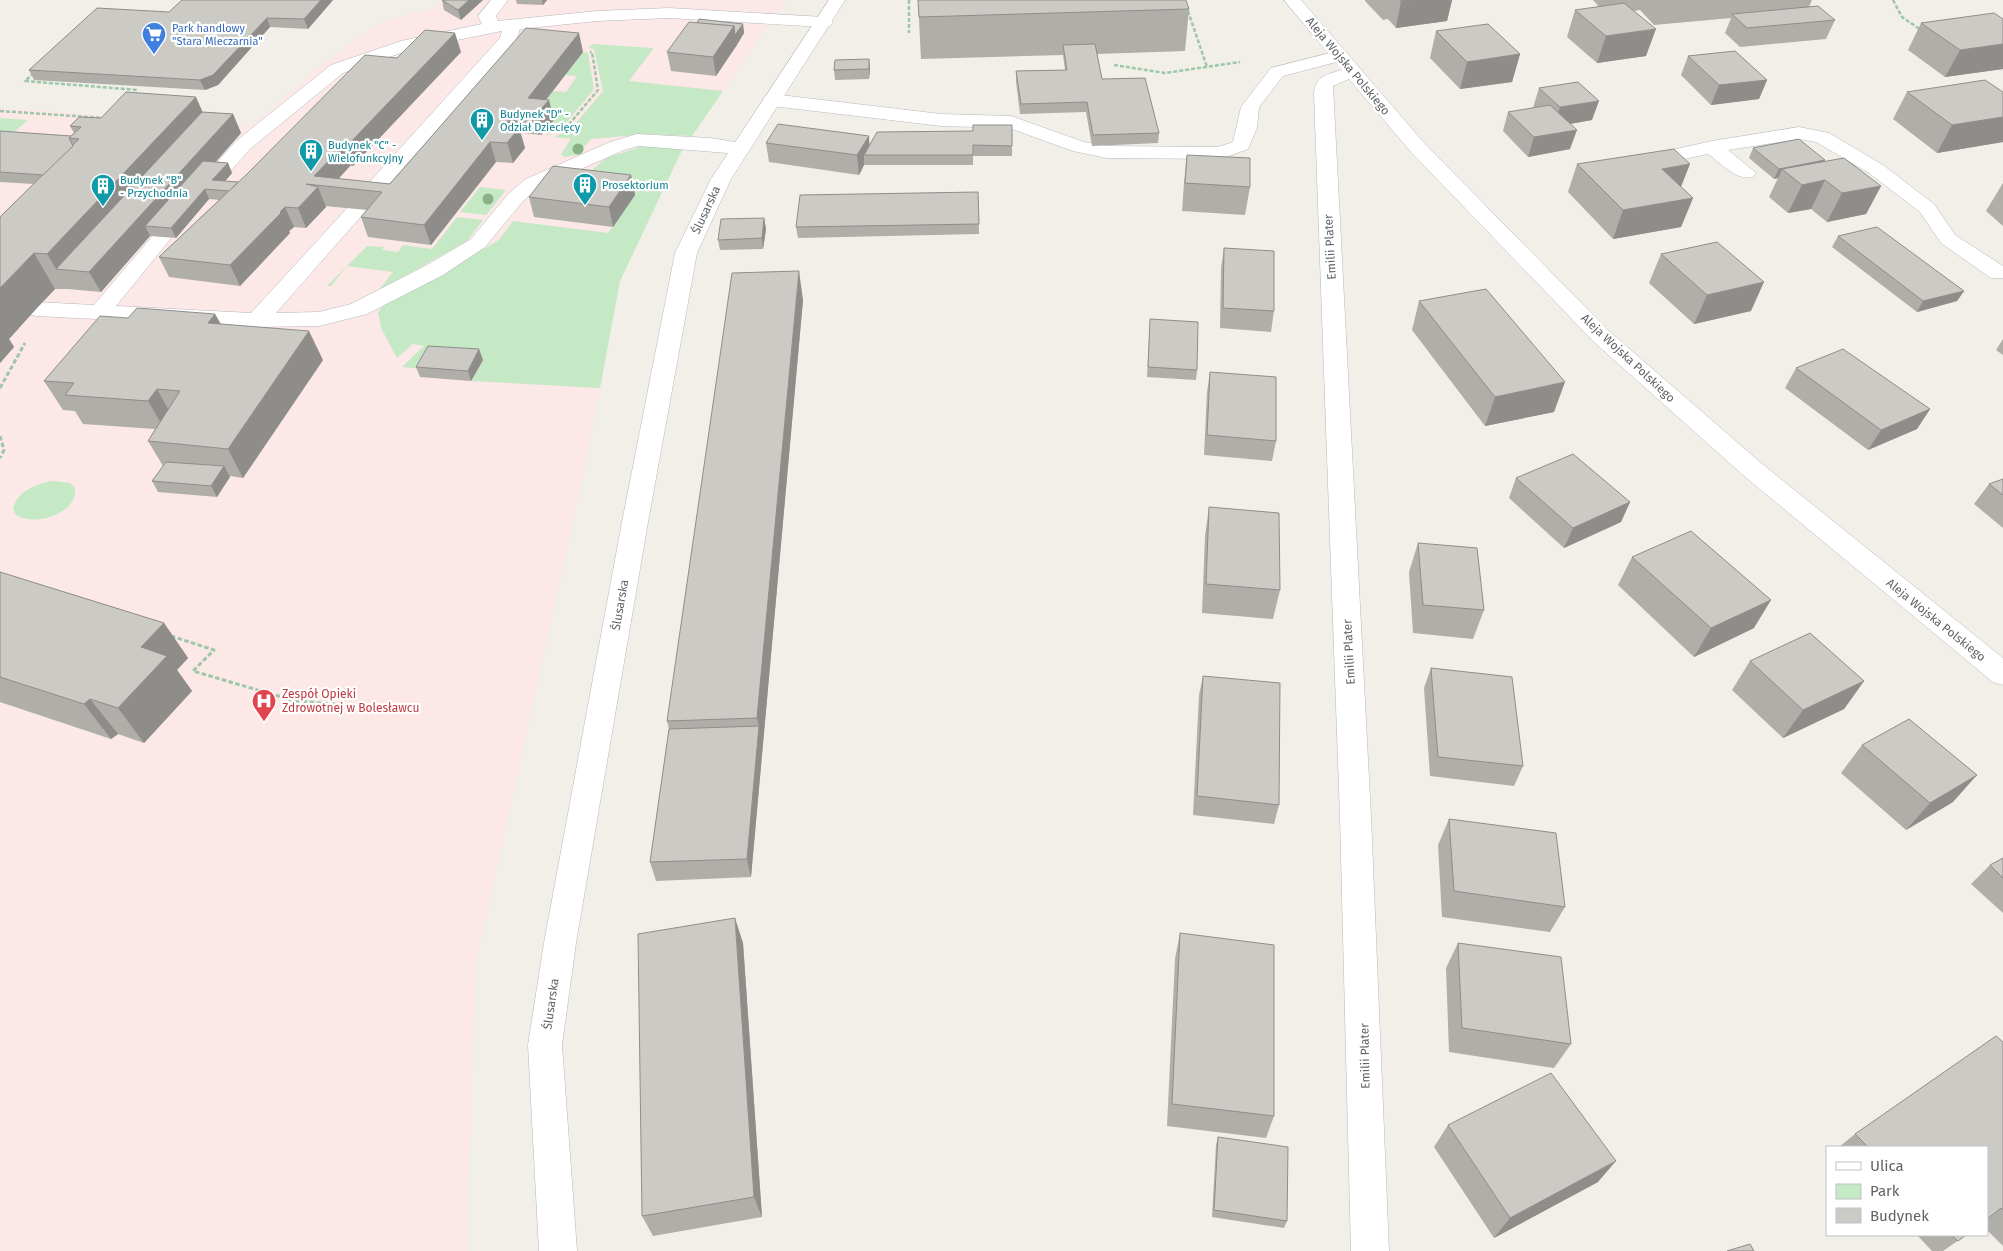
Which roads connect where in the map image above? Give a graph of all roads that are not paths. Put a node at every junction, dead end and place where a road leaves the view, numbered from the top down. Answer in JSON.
{"nodes":[{"id":1,"x":500,"y":0,"type":"edge"},
{"id":2,"x":837,"y":0,"type":"edge"},
{"id":3,"x":1292,"y":0,"type":"edge"},
{"id":4,"x":824,"y":22,"type":"junction"},
{"id":5,"x":512,"y":24,"type":"junction"},
{"id":6,"x":492,"y":27,"type":"junction"},
{"id":7,"x":1346,"y":64,"type":"junction"},
{"id":8,"x":772,"y":100,"type":"junction"},
{"id":9,"x":292,"y":106,"type":"junction"},
{"id":10,"x":1712,"y":147,"type":"junction"},
{"id":11,"x":741,"y":148,"type":"junction"},
{"id":12,"x":1656,"y":159,"type":"edge"},
{"id":13,"x":246,"y":162,"type":"dead end"},
{"id":14,"x":218,"y":172,"type":"edge"},
{"id":15,"x":1746,"y":173,"type":"dead end"},
{"id":16,"x":162,"y":237,"type":"edge"},
{"id":17,"x":1999,"y":273,"type":"dead end"},
{"id":18,"x":36,"y":309,"type":"dead end"},
{"id":19,"x":99,"y":313,"type":"junction"},
{"id":20,"x":256,"y":320,"type":"junction"},
{"id":21,"x":2003,"y":674,"type":"edge"},
{"id":22,"x":558,"y":1251,"type":"edge"},
{"id":23,"x":1370,"y":1251,"type":"edge"}],
"edges":[{"from":1,"to":6,"type":"street"},
{"from":2,"to":4,"type":"street","name":"Ślusarska"},
{"from":3,"to":7,"type":"street","name":"Aleja Wojska Polskiego"},
{"from":4,"to":5,"type":"street"},
{"from":4,"to":8,"type":"street","name":"Ślusarska"},
{"from":5,"to":6,"type":"street"},
{"from":5,"to":20,"type":"street"},
{"from":6,"to":9,"type":"street"},
{"from":7,"to":8,"type":"street"},
{"from":7,"to":21,"type":"street","name":"Aleja Wojska Polskiego"},
{"from":7,"to":23,"type":"street","name":"Emilii Plater"},
{"from":8,"to":11,"type":"street","name":"Ślusarska"},
{"from":9,"to":13,"type":"street"},
{"from":9,"to":14,"type":"street"},
{"from":10,"to":12,"type":"street"},
{"from":10,"to":15,"type":"street"},
{"from":10,"to":17,"type":"street"},
{"from":11,"to":20,"type":"street"},
{"from":11,"to":22,"type":"street","name":"Ślusarska"},
{"from":16,"to":19,"type":"street"},
{"from":18,"to":19,"type":"street"},
{"from":19,"to":20,"type":"street"}]}
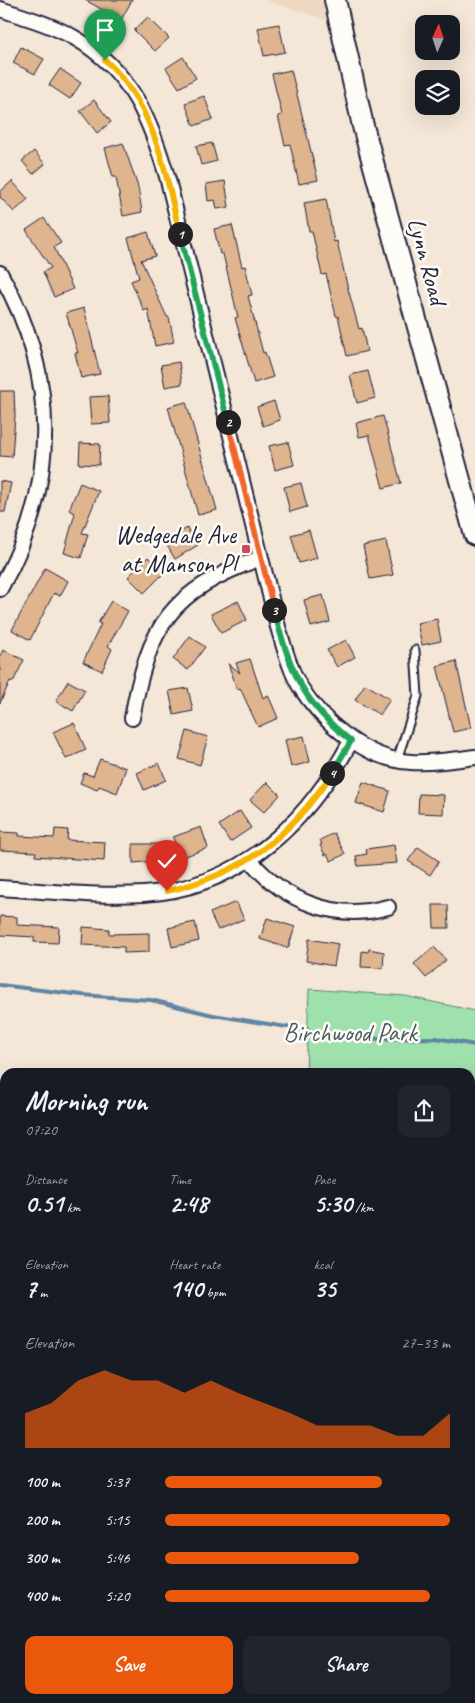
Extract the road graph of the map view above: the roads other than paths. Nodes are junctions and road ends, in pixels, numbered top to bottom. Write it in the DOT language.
graph roads {
  1 [pos="335,0"];
  2 [pos="0,9"];
  3 [pos="0,273"];
  4 [pos="475,535"];
  5 [pos="261,558"];
  6 [pos="0,589"];
  7 [pos="415,650"];
  8 [pos="132,718"];
  9 [pos="351,741"];
  10 [pos="475,757"];
  11 [pos="398,760"];
  12 [pos="250,860"];
  13 [pos="0,888"];
  14 [pos="388,907"];
  1 -- 4 [label="street, Lynn Road"];
  2 -- 5 [label="street"];
  3 -- 6 [label="street"];
  5 -- 8 [label="street"];
  5 -- 9 [label="street"];
  7 -- 11 [label="lane"];
  9 -- 11 [label="street"];
  9 -- 12 [label="street"];
  10 -- 11 [label="street"];
  12 -- 13 [label="street"];
  12 -- 14 [label="street"];
}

_WHAT YOU NEED TO DO_: Exactly the lines from the one that holds "Extract the road" through the final line of the records above should be written out, and only those.

_TASK SOLUTION_:
Extract the road graph of the map view above: the roads other than paths. Nodes are junctions and road ends, in pixels, numbered top to bottom. Write it in the DOT language.
graph roads {
  1 [pos="335,0"];
  2 [pos="0,9"];
  3 [pos="0,273"];
  4 [pos="475,535"];
  5 [pos="261,558"];
  6 [pos="0,589"];
  7 [pos="415,650"];
  8 [pos="132,718"];
  9 [pos="351,741"];
  10 [pos="475,757"];
  11 [pos="398,760"];
  12 [pos="250,860"];
  13 [pos="0,888"];
  14 [pos="388,907"];
  1 -- 4 [label="street, Lynn Road"];
  2 -- 5 [label="street"];
  3 -- 6 [label="street"];
  5 -- 8 [label="street"];
  5 -- 9 [label="street"];
  7 -- 11 [label="lane"];
  9 -- 11 [label="street"];
  9 -- 12 [label="street"];
  10 -- 11 [label="street"];
  12 -- 13 [label="street"];
  12 -- 14 [label="street"];
}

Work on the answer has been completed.